> **Information shown**
=== Section Start ===

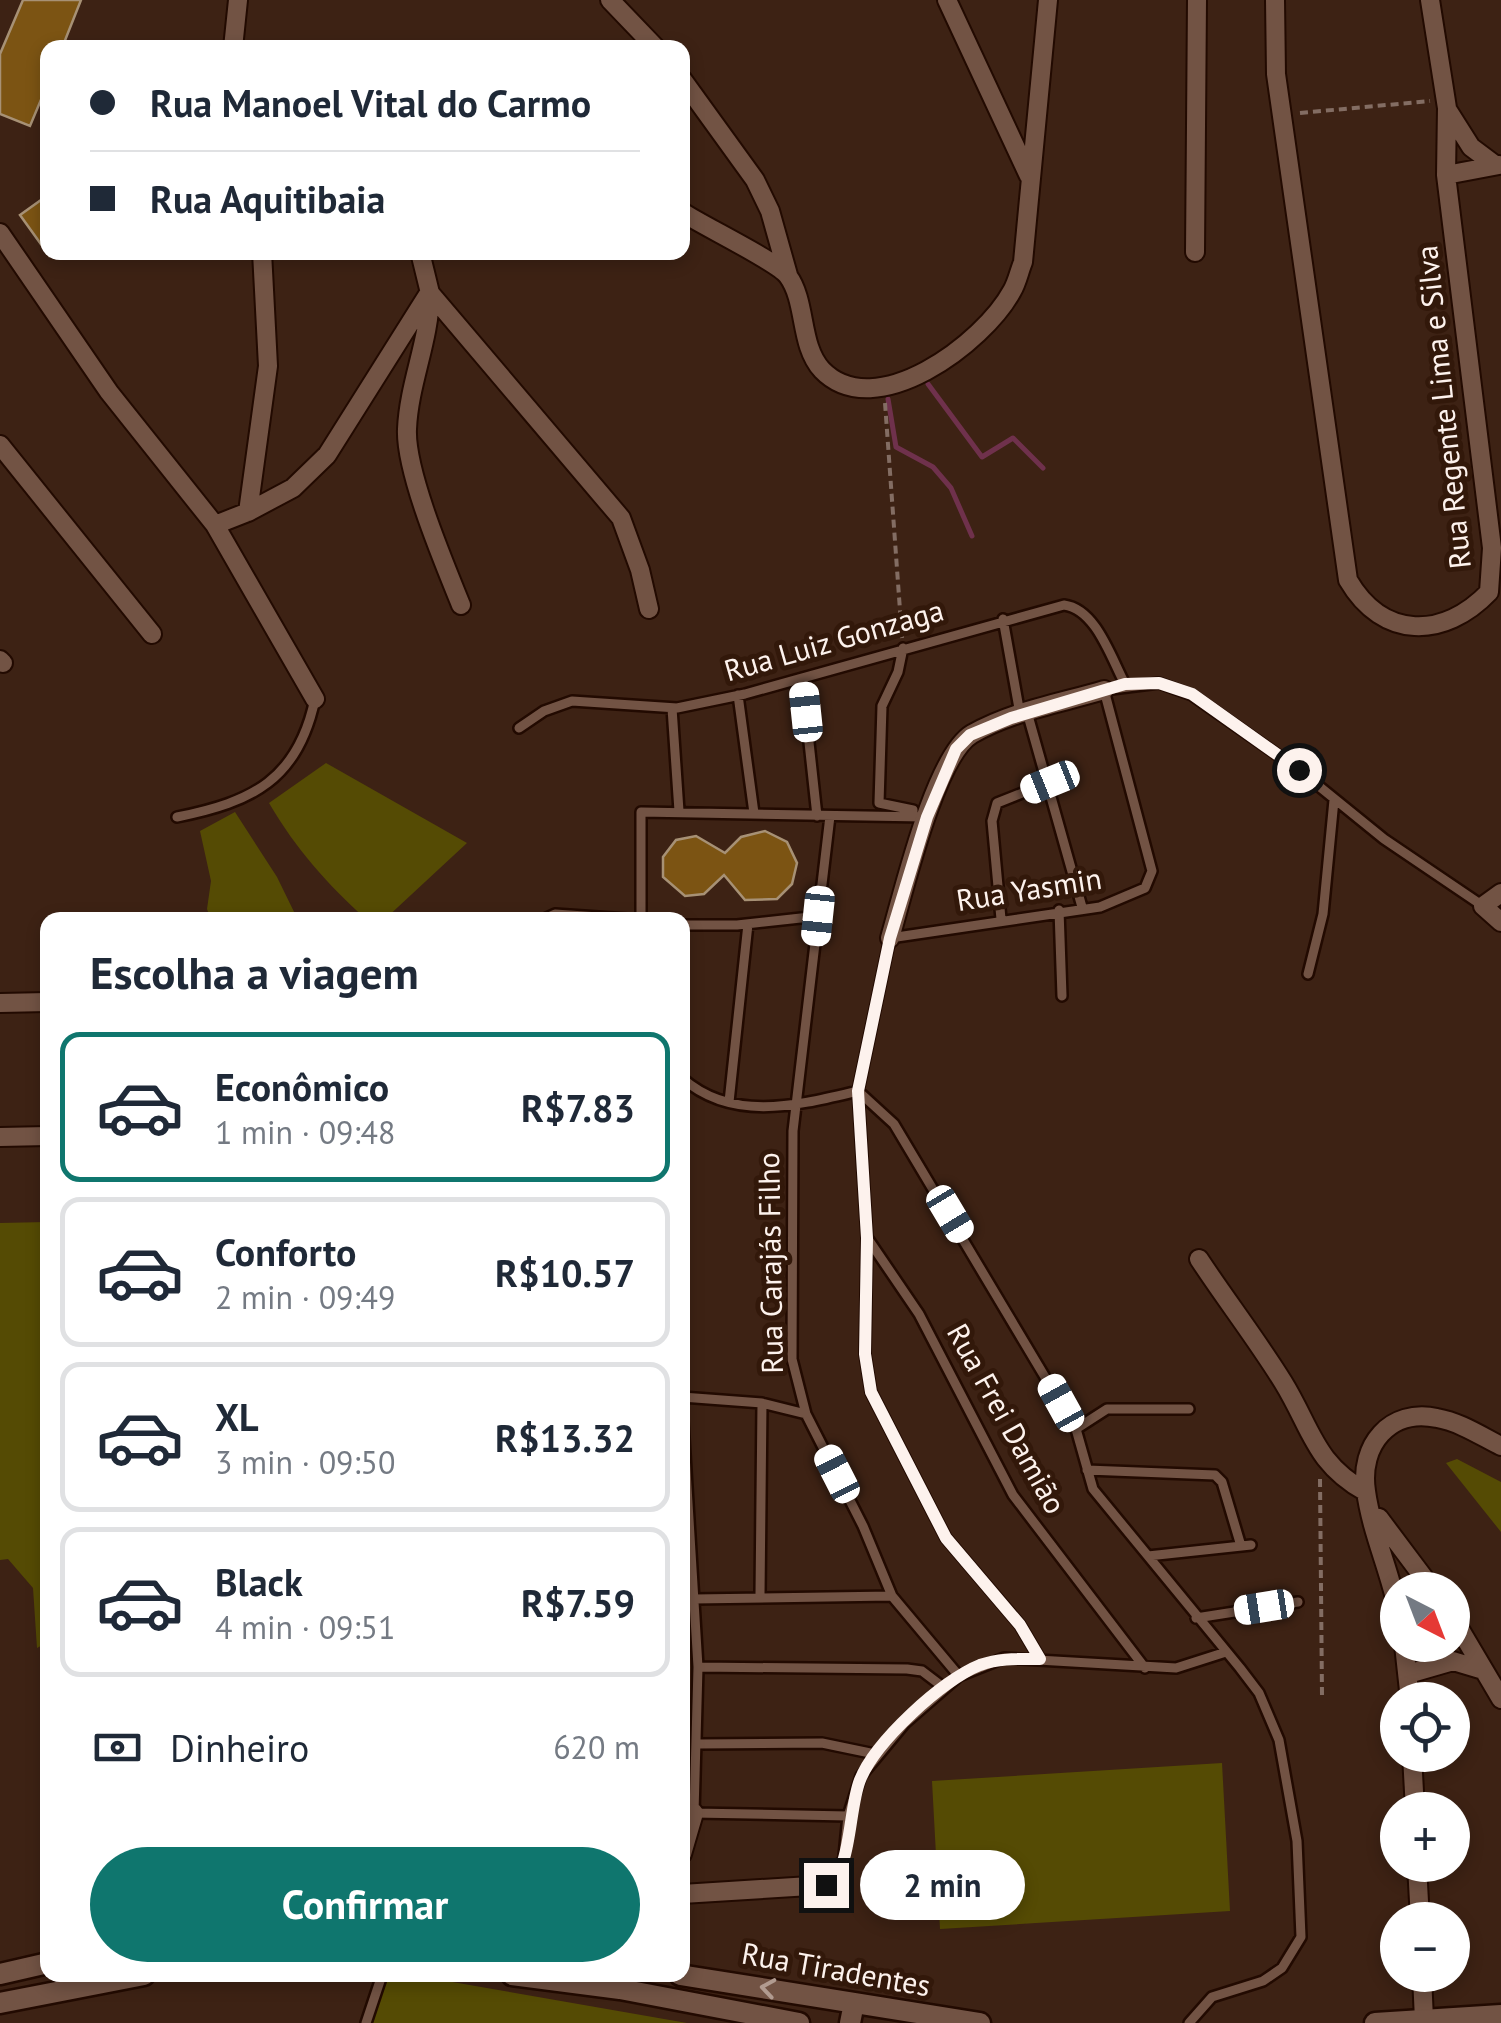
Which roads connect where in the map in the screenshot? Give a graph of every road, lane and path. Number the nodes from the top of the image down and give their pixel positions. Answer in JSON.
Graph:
{"nodes":[{"id":1,"x":238,"y":0,"type":"edge"},
{"id":2,"x":610,"y":0,"type":"edge"},
{"id":3,"x":947,"y":0,"type":"edge"},
{"id":4,"x":1048,"y":0,"type":"edge"},
{"id":5,"x":1197,"y":0,"type":"edge"},
{"id":6,"x":1275,"y":0,"type":"edge"},
{"id":7,"x":1430,"y":0,"type":"edge"},
{"id":8,"x":234,"y":40,"type":"edge"},
{"id":9,"x":648,"y":40,"type":"edge"},
{"id":10,"x":690,"y":90,"type":"edge"},
{"id":11,"x":1446,"y":104,"type":"junction"},
{"id":12,"x":1282,"y":115,"type":"junction"},
{"id":13,"x":1498,"y":165,"type":"edge"},
{"id":14,"x":1446,"y":175,"type":"junction"},
{"id":15,"x":1030,"y":176,"type":"junction"},
{"id":16,"x":690,"y":217,"type":"edge"},
{"id":17,"x":0,"y":234,"type":"edge"},
{"id":18,"x":1194,"y":252,"type":"dead end"},
{"id":19,"x":262,"y":260,"type":"edge"},
{"id":20,"x":422,"y":260,"type":"edge"},
{"id":21,"x":788,"y":275,"type":"junction"},
{"id":22,"x":430,"y":292,"type":"junction"},
{"id":23,"x":884,"y":388,"type":"junction"},
{"id":24,"x":0,"y":445,"type":"edge"},
{"id":25,"x":248,"y":512,"type":"junction"},
{"id":26,"x":215,"y":524,"type":"junction"},
{"id":27,"x":461,"y":605,"type":"dead end"},
{"id":28,"x":648,"y":608,"type":"dead end"},
{"id":29,"x":1003,"y":619,"type":"junction"},
{"id":30,"x":152,"y":634,"type":"dead end"},
{"id":31,"x":903,"y":648,"type":"junction"},
{"id":32,"x":802,"y":678,"type":"junction"},
{"id":33,"x":1125,"y":684,"type":"junction"},
{"id":34,"x":1104,"y":690,"type":"junction"},
{"id":35,"x":738,"y":696,"type":"junction"},
{"id":36,"x":315,"y":699,"type":"joint"},
{"id":37,"x":672,"y":708,"type":"junction"},
{"id":38,"x":1024,"y":713,"type":"junction"},
{"id":39,"x":519,"y":728,"type":"dead end"},
{"id":40,"x":1050,"y":782,"type":"junction"},
{"id":41,"x":1334,"y":800,"type":"junction"},
{"id":42,"x":679,"y":810,"type":"junction"},
{"id":43,"x":754,"y":813,"type":"junction"},
{"id":44,"x":818,"y":816,"type":"junction"},
{"id":45,"x":830,"y":816,"type":"junction"},
{"id":46,"x":920,"y":817,"type":"junction"},
{"id":47,"x":177,"y":818,"type":"dead end"},
{"id":48,"x":1501,"y":893,"type":"edge"},
{"id":49,"x":1483,"y":906,"type":"junction"},
{"id":50,"x":1082,"y":907,"type":"junction"},
{"id":51,"x":1059,"y":910,"type":"junction"},
{"id":52,"x":641,"y":912,"type":"edge"},
{"id":53,"x":818,"y":916,"type":"junction"},
{"id":54,"x":1001,"y":919,"type":"junction"},
{"id":55,"x":1501,"y":922,"type":"edge"},
{"id":56,"x":748,"y":924,"type":"junction"},
{"id":57,"x":690,"y":925,"type":"edge"},
{"id":58,"x":890,"y":938,"type":"junction"},
{"id":59,"x":1308,"y":974,"type":"dead end"},
{"id":60,"x":1062,"y":996,"type":"dead end"},
{"id":61,"x":40,"y":1002,"type":"edge"},
{"id":62,"x":0,"y":1004,"type":"edge"},
{"id":63,"x":690,"y":1084,"type":"edge"},
{"id":64,"x":858,"y":1091,"type":"junction"},
{"id":65,"x":728,"y":1102,"type":"junction"},
{"id":66,"x":797,"y":1105,"type":"junction"},
{"id":67,"x":40,"y":1136,"type":"edge"},
{"id":68,"x":0,"y":1138,"type":"edge"},
{"id":69,"x":867,"y":1238,"type":"junction"},
{"id":70,"x":1199,"y":1259,"type":"dead end"},
{"id":71,"x":690,"y":1398,"type":"edge"},
{"id":72,"x":762,"y":1403,"type":"junction"},
{"id":73,"x":1188,"y":1409,"type":"dead end"},
{"id":74,"x":806,"y":1414,"type":"junction"},
{"id":75,"x":1076,"y":1429,"type":"junction"},
{"id":76,"x":1501,"y":1446,"type":"edge"},
{"id":77,"x":1320,"y":1455,"type":"junction"},
{"id":78,"x":1087,"y":1470,"type":"junction"},
{"id":79,"x":1366,"y":1492,"type":"junction"},
{"id":80,"x":1378,"y":1521,"type":"junction"},
{"id":81,"x":690,"y":1534,"type":"edge"},
{"id":82,"x":1148,"y":1556,"type":"junction"},
{"id":83,"x":1389,"y":1572,"type":"edge"},
{"id":84,"x":1419,"y":1572,"type":"edge"},
{"id":85,"x":760,"y":1595,"type":"junction"},
{"id":86,"x":892,"y":1596,"type":"junction"},
{"id":87,"x":694,"y":1599,"type":"junction"},
{"id":88,"x":1298,"y":1602,"type":"dead end"},
{"id":89,"x":1196,"y":1618,"type":"junction"},
{"id":90,"x":1470,"y":1647,"type":"edge"},
{"id":91,"x":1226,"y":1652,"type":"junction"},
{"id":92,"x":1040,"y":1659,"type":"junction"},
{"id":93,"x":1406,"y":1662,"type":"edge"},
{"id":94,"x":698,"y":1667,"type":"junction"},
{"id":95,"x":1145,"y":1668,"type":"junction"},
{"id":96,"x":1483,"y":1670,"type":"junction"},
{"id":97,"x":1408,"y":1674,"type":"junction"},
{"id":98,"x":958,"y":1676,"type":"junction"},
{"id":99,"x":1409,"y":1682,"type":"edge"},
{"id":100,"x":943,"y":1686,"type":"junction"},
{"id":101,"x":1322,"y":1695,"type":"dead end"},
{"id":102,"x":1501,"y":1699,"type":"edge"},
{"id":103,"x":698,"y":1744,"type":"junction"},
{"id":104,"x":875,"y":1754,"type":"junction"},
{"id":105,"x":694,"y":1813,"type":"junction"},
{"id":106,"x":848,"y":1816,"type":"junction"},
{"id":107,"x":690,"y":1827,"type":"edge"},
{"id":108,"x":843,"y":1866,"type":"joint"},
{"id":109,"x":690,"y":1894,"type":"edge"},
{"id":110,"x":40,"y":1965,"type":"edge"},
{"id":111,"x":0,"y":1974,"type":"edge"},
{"id":112,"x":690,"y":1977,"type":"edge"},
{"id":113,"x":108,"y":1982,"type":"edge"},
{"id":114,"x":380,"y":1982,"type":"edge"},
{"id":115,"x":560,"y":1982,"type":"edge"},
{"id":116,"x":671,"y":1982,"type":"edge"},
{"id":117,"x":1423,"y":1992,"type":"edge"},
{"id":118,"x":669,"y":1998,"type":"junction"},
{"id":119,"x":0,"y":2003,"type":"edge"},
{"id":120,"x":852,"y":2013,"type":"edge"},
{"id":121,"x":1501,"y":2015,"type":"edge"},
{"id":122,"x":1424,"y":2020,"type":"junction"},
{"id":123,"x":366,"y":2023,"type":"edge"},
{"id":124,"x":799,"y":2023,"type":"edge"},
{"id":125,"x":969,"y":2023,"type":"edge"},
{"id":126,"x":980,"y":2023,"type":"edge"},
{"id":127,"x":1189,"y":2023,"type":"edge"},
{"id":128,"x":1375,"y":2023,"type":"edge"}],
"edges":[{"from":1,"to":8,"type":"street"},
{"from":2,"to":9,"type":"street"},
{"from":3,"to":15,"type":"street"},
{"from":4,"to":15,"type":"street"},
{"from":5,"to":18,"type":"street"},
{"from":6,"to":12,"type":"street","name":"Rua Regente Lima e Silva"},
{"from":7,"to":11,"type":"street","name":"Rua Regente Lima e Silva"},
{"from":10,"to":21,"type":"street"},
{"from":11,"to":12,"type":"path"},
{"from":11,"to":13,"type":"street"},
{"from":11,"to":14,"type":"street","name":"Rua Regente Lima e Silva"},
{"from":12,"to":14,"type":"street","name":"Rua Regente Lima e Silva"},
{"from":13,"to":14,"type":"street"},
{"from":15,"to":23,"type":"street"},
{"from":16,"to":21,"type":"street"},
{"from":17,"to":26,"type":"street"},
{"from":19,"to":25,"type":"street"},
{"from":20,"to":22,"type":"street"},
{"from":21,"to":23,"type":"street"},
{"from":22,"to":25,"type":"street"},
{"from":22,"to":27,"type":"street"},
{"from":22,"to":28,"type":"street"},
{"from":23,"to":31,"type":"path"},
{"from":24,"to":30,"type":"street"},
{"from":25,"to":26,"type":"street"},
{"from":26,"to":36,"type":"street"},
{"from":29,"to":31,"type":"lane","name":"Rua Luiz Gonzaga"},
{"from":29,"to":33,"type":"lane","name":"Rua Luiz Gonzaga"},
{"from":29,"to":38,"type":"lane"},
{"from":31,"to":32,"type":"lane","name":"Rua Luiz Gonzaga"},
{"from":31,"to":46,"type":"lane"},
{"from":32,"to":35,"type":"lane","name":"Rua Luiz Gonzaga"},
{"from":32,"to":44,"type":"lane"},
{"from":33,"to":34,"type":"lane"},
{"from":33,"to":41,"type":"lane"},
{"from":34,"to":38,"type":"street"},
{"from":34,"to":50,"type":"lane","name":"Rua Yasmin"},
{"from":35,"to":37,"type":"lane","name":"Rua Luiz Gonzaga"},
{"from":35,"to":43,"type":"lane"},
{"from":36,"to":47,"type":"lane"},
{"from":37,"to":39,"type":"lane","name":"Rua Luiz Gonzaga"},
{"from":37,"to":42,"type":"lane"},
{"from":38,"to":40,"type":"lane"},
{"from":38,"to":46,"type":"street"},
{"from":40,"to":50,"type":"lane"},
{"from":40,"to":54,"type":"lane"},
{"from":41,"to":49,"type":"lane"},
{"from":41,"to":59,"type":"lane"},
{"from":42,"to":43,"type":"lane"},
{"from":42,"to":52,"type":"lane"},
{"from":43,"to":44,"type":"lane"},
{"from":44,"to":45,"type":"lane"},
{"from":45,"to":46,"type":"lane"},
{"from":45,"to":53,"type":"lane","name":"Rua Carajás Filho"},
{"from":46,"to":58,"type":"street"},
{"from":48,"to":49,"type":"street"},
{"from":49,"to":55,"type":"street"},
{"from":50,"to":51,"type":"lane","name":"Rua Yasmin"},
{"from":51,"to":54,"type":"lane","name":"Rua Yasmin"},
{"from":51,"to":60,"type":"lane"},
{"from":53,"to":56,"type":"lane"},
{"from":53,"to":66,"type":"lane","name":"Rua Carajás Filho"},
{"from":54,"to":58,"type":"lane","name":"Rua Yasmin"},
{"from":56,"to":57,"type":"lane"},
{"from":56,"to":65,"type":"lane"},
{"from":58,"to":64,"type":"lane"},
{"from":61,"to":62,"type":"street"},
{"from":63,"to":65,"type":"lane"},
{"from":64,"to":66,"type":"lane"},
{"from":64,"to":69,"type":"lane"},
{"from":64,"to":75,"type":"lane"},
{"from":65,"to":66,"type":"lane"},
{"from":66,"to":74,"type":"lane","name":"Rua Carajás Filho"},
{"from":67,"to":68,"type":"street"},
{"from":69,"to":92,"type":"lane"},
{"from":69,"to":95,"type":"lane","name":"Rua Frei Damião"},
{"from":70,"to":77,"type":"street"},
{"from":71,"to":72,"type":"lane"},
{"from":72,"to":74,"type":"lane"},
{"from":72,"to":85,"type":"lane"},
{"from":73,"to":75,"type":"lane"},
{"from":74,"to":86,"type":"lane","name":"Rua Carajás Filho"},
{"from":75,"to":78,"type":"lane"},
{"from":76,"to":79,"type":"street"},
{"from":77,"to":79,"type":"street"},
{"from":77,"to":101,"type":"path"},
{"from":78,"to":82,"type":"lane"},
{"from":78,"to":82,"type":"lane"},
{"from":79,"to":80,"type":"street"},
{"from":80,"to":83,"type":"street"},
{"from":80,"to":84,"type":"street"},
{"from":81,"to":87,"type":"lane"},
{"from":82,"to":89,"type":"lane"},
{"from":85,"to":86,"type":"lane"},
{"from":85,"to":87,"type":"lane"},
{"from":86,"to":98,"type":"lane","name":"Rua Carajás Filho"},
{"from":87,"to":94,"type":"lane"},
{"from":88,"to":89,"type":"lane"},
{"from":89,"to":91,"type":"lane"},
{"from":90,"to":96,"type":"street"},
{"from":91,"to":95,"type":"lane"},
{"from":91,"to":127,"type":"lane"},
{"from":92,"to":95,"type":"lane"},
{"from":92,"to":98,"type":"lane"},
{"from":93,"to":97,"type":"street"},
{"from":94,"to":100,"type":"lane"},
{"from":94,"to":103,"type":"lane"},
{"from":96,"to":97,"type":"street"},
{"from":96,"to":102,"type":"street"},
{"from":97,"to":99,"type":"street"},
{"from":98,"to":100,"type":"lane"},
{"from":100,"to":104,"type":"lane"},
{"from":103,"to":104,"type":"lane"},
{"from":103,"to":105,"type":"lane"},
{"from":104,"to":106,"type":"lane"},
{"from":105,"to":106,"type":"lane"},
{"from":105,"to":107,"type":"street"},
{"from":106,"to":108,"type":"lane"},
{"from":108,"to":109,"type":"street"},
{"from":110,"to":111,"type":"street"},
{"from":120,"to":112,"type":"street","name":"Rua Tiradentes","one_way":true},
{"from":113,"to":119,"type":"street"},
{"from":114,"to":123,"type":"lane"},
{"from":115,"to":118,"type":"street","name":"Rua Tiradentes"},
{"from":116,"to":118,"type":"street"},
{"from":117,"to":122,"type":"street"},
{"from":118,"to":124,"type":"street","name":"Rua Tiradentes"},
{"from":120,"to":125,"type":"street","name":"Rua Tiradentes"},
{"from":121,"to":122,"type":"street"},
{"from":122,"to":128,"type":"street"},
{"from":125,"to":126,"type":"street","name":"Rua Tiradentes"}]}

=== Section End ===

> **Activity**
The answer must be all the lines above that hold the word "Filho".

> **Exercise response**
{"from":45,"to":53,"type":"lane","name":"Rua Carajás Filho"},
{"from":53,"to":66,"type":"lane","name":"Rua Carajás Filho"},
{"from":66,"to":74,"type":"lane","name":"Rua Carajás Filho"},
{"from":74,"to":86,"type":"lane","name":"Rua Carajás Filho"},
{"from":86,"to":98,"type":"lane","name":"Rua Carajás Filho"},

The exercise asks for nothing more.